| YOUR GOAL |
Set every record down again, exactly and completely.

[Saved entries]
________

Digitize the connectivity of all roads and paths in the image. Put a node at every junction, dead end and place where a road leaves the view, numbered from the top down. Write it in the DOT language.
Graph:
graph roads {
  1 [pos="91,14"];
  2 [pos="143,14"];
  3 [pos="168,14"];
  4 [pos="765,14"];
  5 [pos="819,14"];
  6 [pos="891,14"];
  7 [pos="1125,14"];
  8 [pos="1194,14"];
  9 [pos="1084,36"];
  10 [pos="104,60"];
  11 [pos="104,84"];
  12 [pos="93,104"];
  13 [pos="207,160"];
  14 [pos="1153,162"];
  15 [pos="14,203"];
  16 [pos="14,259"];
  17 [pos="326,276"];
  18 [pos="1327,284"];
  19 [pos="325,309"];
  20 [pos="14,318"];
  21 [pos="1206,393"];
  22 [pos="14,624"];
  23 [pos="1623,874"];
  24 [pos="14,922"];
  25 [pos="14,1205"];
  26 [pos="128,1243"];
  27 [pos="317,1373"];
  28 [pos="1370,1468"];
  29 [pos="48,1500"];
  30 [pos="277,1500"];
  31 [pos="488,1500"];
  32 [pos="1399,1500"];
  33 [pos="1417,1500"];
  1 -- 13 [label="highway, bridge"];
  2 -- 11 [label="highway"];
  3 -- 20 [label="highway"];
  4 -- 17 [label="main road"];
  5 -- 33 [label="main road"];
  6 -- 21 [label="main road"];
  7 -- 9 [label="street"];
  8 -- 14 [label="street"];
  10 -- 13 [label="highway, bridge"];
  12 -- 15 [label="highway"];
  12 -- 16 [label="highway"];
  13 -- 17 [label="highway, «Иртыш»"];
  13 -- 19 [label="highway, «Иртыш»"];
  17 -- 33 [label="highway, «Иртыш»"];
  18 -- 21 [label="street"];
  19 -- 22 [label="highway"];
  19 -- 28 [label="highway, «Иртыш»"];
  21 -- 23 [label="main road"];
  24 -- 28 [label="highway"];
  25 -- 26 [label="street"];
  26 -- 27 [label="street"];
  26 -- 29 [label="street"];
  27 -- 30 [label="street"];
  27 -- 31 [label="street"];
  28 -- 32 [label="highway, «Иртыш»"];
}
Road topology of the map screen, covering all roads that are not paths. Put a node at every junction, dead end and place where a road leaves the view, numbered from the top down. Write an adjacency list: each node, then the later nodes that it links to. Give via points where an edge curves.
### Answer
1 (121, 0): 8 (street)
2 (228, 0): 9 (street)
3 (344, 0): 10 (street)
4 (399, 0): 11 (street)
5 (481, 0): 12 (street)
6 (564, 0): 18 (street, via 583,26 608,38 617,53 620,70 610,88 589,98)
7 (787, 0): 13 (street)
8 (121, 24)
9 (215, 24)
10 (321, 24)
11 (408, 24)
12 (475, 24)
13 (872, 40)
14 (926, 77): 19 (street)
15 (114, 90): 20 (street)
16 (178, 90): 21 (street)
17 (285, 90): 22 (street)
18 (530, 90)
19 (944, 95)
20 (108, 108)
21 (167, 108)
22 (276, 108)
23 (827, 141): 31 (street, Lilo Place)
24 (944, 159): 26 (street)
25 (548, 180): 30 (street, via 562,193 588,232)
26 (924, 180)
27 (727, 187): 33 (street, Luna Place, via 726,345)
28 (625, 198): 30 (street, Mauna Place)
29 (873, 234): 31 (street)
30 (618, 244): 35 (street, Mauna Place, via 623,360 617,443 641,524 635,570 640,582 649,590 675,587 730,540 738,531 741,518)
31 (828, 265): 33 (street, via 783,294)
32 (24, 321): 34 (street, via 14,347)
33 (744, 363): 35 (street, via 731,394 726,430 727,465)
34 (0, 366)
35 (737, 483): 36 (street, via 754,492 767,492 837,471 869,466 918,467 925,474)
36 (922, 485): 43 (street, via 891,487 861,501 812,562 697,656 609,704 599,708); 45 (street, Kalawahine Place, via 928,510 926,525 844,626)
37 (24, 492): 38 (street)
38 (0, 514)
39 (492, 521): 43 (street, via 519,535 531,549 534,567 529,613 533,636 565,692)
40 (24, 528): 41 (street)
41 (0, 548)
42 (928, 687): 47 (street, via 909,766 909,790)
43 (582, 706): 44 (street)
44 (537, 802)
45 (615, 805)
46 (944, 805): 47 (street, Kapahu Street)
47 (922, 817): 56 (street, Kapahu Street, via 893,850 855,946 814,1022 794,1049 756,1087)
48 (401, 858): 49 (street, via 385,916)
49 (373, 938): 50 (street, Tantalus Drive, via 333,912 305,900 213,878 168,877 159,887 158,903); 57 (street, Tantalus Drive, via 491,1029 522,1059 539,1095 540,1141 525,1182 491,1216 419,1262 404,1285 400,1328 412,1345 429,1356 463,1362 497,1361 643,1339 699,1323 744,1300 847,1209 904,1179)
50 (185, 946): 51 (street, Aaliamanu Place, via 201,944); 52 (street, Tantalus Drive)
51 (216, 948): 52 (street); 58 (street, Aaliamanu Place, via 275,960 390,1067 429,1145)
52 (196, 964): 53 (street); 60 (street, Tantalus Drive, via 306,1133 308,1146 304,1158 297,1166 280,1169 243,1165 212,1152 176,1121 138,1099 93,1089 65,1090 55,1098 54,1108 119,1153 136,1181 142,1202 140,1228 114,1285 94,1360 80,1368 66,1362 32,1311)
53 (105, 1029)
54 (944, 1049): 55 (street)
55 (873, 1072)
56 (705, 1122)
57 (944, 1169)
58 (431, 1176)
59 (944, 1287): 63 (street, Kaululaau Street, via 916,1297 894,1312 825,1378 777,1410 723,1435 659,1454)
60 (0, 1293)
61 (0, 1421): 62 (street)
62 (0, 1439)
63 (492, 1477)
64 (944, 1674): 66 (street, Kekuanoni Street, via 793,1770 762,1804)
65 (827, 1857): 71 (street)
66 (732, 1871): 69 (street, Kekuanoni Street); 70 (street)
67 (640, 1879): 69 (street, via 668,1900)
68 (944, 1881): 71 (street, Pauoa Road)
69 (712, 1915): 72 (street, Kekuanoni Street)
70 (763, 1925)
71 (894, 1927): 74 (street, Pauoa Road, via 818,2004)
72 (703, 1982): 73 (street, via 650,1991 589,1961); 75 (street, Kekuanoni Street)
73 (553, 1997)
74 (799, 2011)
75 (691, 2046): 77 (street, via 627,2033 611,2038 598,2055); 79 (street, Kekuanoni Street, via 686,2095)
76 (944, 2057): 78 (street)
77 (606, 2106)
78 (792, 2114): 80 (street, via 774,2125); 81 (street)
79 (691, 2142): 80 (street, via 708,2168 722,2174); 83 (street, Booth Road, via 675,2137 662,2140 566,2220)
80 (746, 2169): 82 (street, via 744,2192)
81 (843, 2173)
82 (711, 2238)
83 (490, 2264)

________

| OUTPUT OF THE TASK |
Digitize the connectivity of all roads and paths in the image. Put a node at every junction, dead end and place where a road leaves the view, numbered from the top down. Write it in the DOT language.
Graph:
graph roads {
  1 [pos="91,14"];
  2 [pos="143,14"];
  3 [pos="168,14"];
  4 [pos="765,14"];
  5 [pos="819,14"];
  6 [pos="891,14"];
  7 [pos="1125,14"];
  8 [pos="1194,14"];
  9 [pos="1084,36"];
  10 [pos="104,60"];
  11 [pos="104,84"];
  12 [pos="93,104"];
  13 [pos="207,160"];
  14 [pos="1153,162"];
  15 [pos="14,203"];
  16 [pos="14,259"];
  17 [pos="326,276"];
  18 [pos="1327,284"];
  19 [pos="325,309"];
  20 [pos="14,318"];
  21 [pos="1206,393"];
  22 [pos="14,624"];
  23 [pos="1623,874"];
  24 [pos="14,922"];
  25 [pos="14,1205"];
  26 [pos="128,1243"];
  27 [pos="317,1373"];
  28 [pos="1370,1468"];
  29 [pos="48,1500"];
  30 [pos="277,1500"];
  31 [pos="488,1500"];
  32 [pos="1399,1500"];
  33 [pos="1417,1500"];
  1 -- 13 [label="highway, bridge"];
  2 -- 11 [label="highway"];
  3 -- 20 [label="highway"];
  4 -- 17 [label="main road"];
  5 -- 33 [label="main road"];
  6 -- 21 [label="main road"];
  7 -- 9 [label="street"];
  8 -- 14 [label="street"];
  10 -- 13 [label="highway, bridge"];
  12 -- 15 [label="highway"];
  12 -- 16 [label="highway"];
  13 -- 17 [label="highway, «Иртыш»"];
  13 -- 19 [label="highway, «Иртыш»"];
  17 -- 33 [label="highway, «Иртыш»"];
  18 -- 21 [label="street"];
  19 -- 22 [label="highway"];
  19 -- 28 [label="highway, «Иртыш»"];
  21 -- 23 [label="main road"];
  24 -- 28 [label="highway"];
  25 -- 26 [label="street"];
  26 -- 27 [label="street"];
  26 -- 29 [label="street"];
  27 -- 30 [label="street"];
  27 -- 31 [label="street"];
  28 -- 32 [label="highway, «Иртыш»"];
}
Road topology of the map screen, covering all roads that are not paths. Put a node at every junction, dead end and place where a road leaves the view, numbered from the top down. Write an adjacency list: each node, then the later nodes that it links to. Give via points where an edge curves.
### Answer
1 (121, 0): 8 (street)
2 (228, 0): 9 (street)
3 (344, 0): 10 (street)
4 (399, 0): 11 (street)
5 (481, 0): 12 (street)
6 (564, 0): 18 (street, via 583,26 608,38 617,53 620,70 610,88 589,98)
7 (787, 0): 13 (street)
8 (121, 24)
9 (215, 24)
10 (321, 24)
11 (408, 24)
12 (475, 24)
13 (872, 40)
14 (926, 77): 19 (street)
15 (114, 90): 20 (street)
16 (178, 90): 21 (street)
17 (285, 90): 22 (street)
18 (530, 90)
19 (944, 95)
20 (108, 108)
21 (167, 108)
22 (276, 108)
23 (827, 141): 31 (street, Lilo Place)
24 (944, 159): 26 (street)
25 (548, 180): 30 (street, via 562,193 588,232)
26 (924, 180)
27 (727, 187): 33 (street, Luna Place, via 726,345)
28 (625, 198): 30 (street, Mauna Place)
29 (873, 234): 31 (street)
30 (618, 244): 35 (street, Mauna Place, via 623,360 617,443 641,524 635,570 640,582 649,590 675,587 730,540 738,531 741,518)
31 (828, 265): 33 (street, via 783,294)
32 (24, 321): 34 (street, via 14,347)
33 (744, 363): 35 (street, via 731,394 726,430 727,465)
34 (0, 366)
35 (737, 483): 36 (street, via 754,492 767,492 837,471 869,466 918,467 925,474)
36 (922, 485): 43 (street, via 891,487 861,501 812,562 697,656 609,704 599,708); 45 (street, Kalawahine Place, via 928,510 926,525 844,626)
37 (24, 492): 38 (street)
38 (0, 514)
39 (492, 521): 43 (street, via 519,535 531,549 534,567 529,613 533,636 565,692)
40 (24, 528): 41 (street)
41 (0, 548)
42 (928, 687): 47 (street, via 909,766 909,790)
43 (582, 706): 44 (street)
44 (537, 802)
45 (615, 805)
46 (944, 805): 47 (street, Kapahu Street)
47 (922, 817): 56 (street, Kapahu Street, via 893,850 855,946 814,1022 794,1049 756,1087)
48 (401, 858): 49 (street, via 385,916)
49 (373, 938): 50 (street, Tantalus Drive, via 333,912 305,900 213,878 168,877 159,887 158,903); 57 (street, Tantalus Drive, via 491,1029 522,1059 539,1095 540,1141 525,1182 491,1216 419,1262 404,1285 400,1328 412,1345 429,1356 463,1362 497,1361 643,1339 699,1323 744,1300 847,1209 904,1179)
50 (185, 946): 51 (street, Aaliamanu Place, via 201,944); 52 (street, Tantalus Drive)
51 (216, 948): 52 (street); 58 (street, Aaliamanu Place, via 275,960 390,1067 429,1145)
52 (196, 964): 53 (street); 60 (street, Tantalus Drive, via 306,1133 308,1146 304,1158 297,1166 280,1169 243,1165 212,1152 176,1121 138,1099 93,1089 65,1090 55,1098 54,1108 119,1153 136,1181 142,1202 140,1228 114,1285 94,1360 80,1368 66,1362 32,1311)
53 (105, 1029)
54 (944, 1049): 55 (street)
55 (873, 1072)
56 (705, 1122)
57 (944, 1169)
58 (431, 1176)
59 (944, 1287): 63 (street, Kaululaau Street, via 916,1297 894,1312 825,1378 777,1410 723,1435 659,1454)
60 (0, 1293)
61 (0, 1421): 62 (street)
62 (0, 1439)
63 (492, 1477)
64 (944, 1674): 66 (street, Kekuanoni Street, via 793,1770 762,1804)
65 (827, 1857): 71 (street)
66 (732, 1871): 69 (street, Kekuanoni Street); 70 (street)
67 (640, 1879): 69 (street, via 668,1900)
68 (944, 1881): 71 (street, Pauoa Road)
69 (712, 1915): 72 (street, Kekuanoni Street)
70 (763, 1925)
71 (894, 1927): 74 (street, Pauoa Road, via 818,2004)
72 (703, 1982): 73 (street, via 650,1991 589,1961); 75 (street, Kekuanoni Street)
73 (553, 1997)
74 (799, 2011)
75 (691, 2046): 77 (street, via 627,2033 611,2038 598,2055); 79 (street, Kekuanoni Street, via 686,2095)
76 (944, 2057): 78 (street)
77 (606, 2106)
78 (792, 2114): 80 (street, via 774,2125); 81 (street)
79 (691, 2142): 80 (street, via 708,2168 722,2174); 83 (street, Booth Road, via 675,2137 662,2140 566,2220)
80 (746, 2169): 82 (street, via 744,2192)
81 (843, 2173)
82 (711, 2238)
83 (490, 2264)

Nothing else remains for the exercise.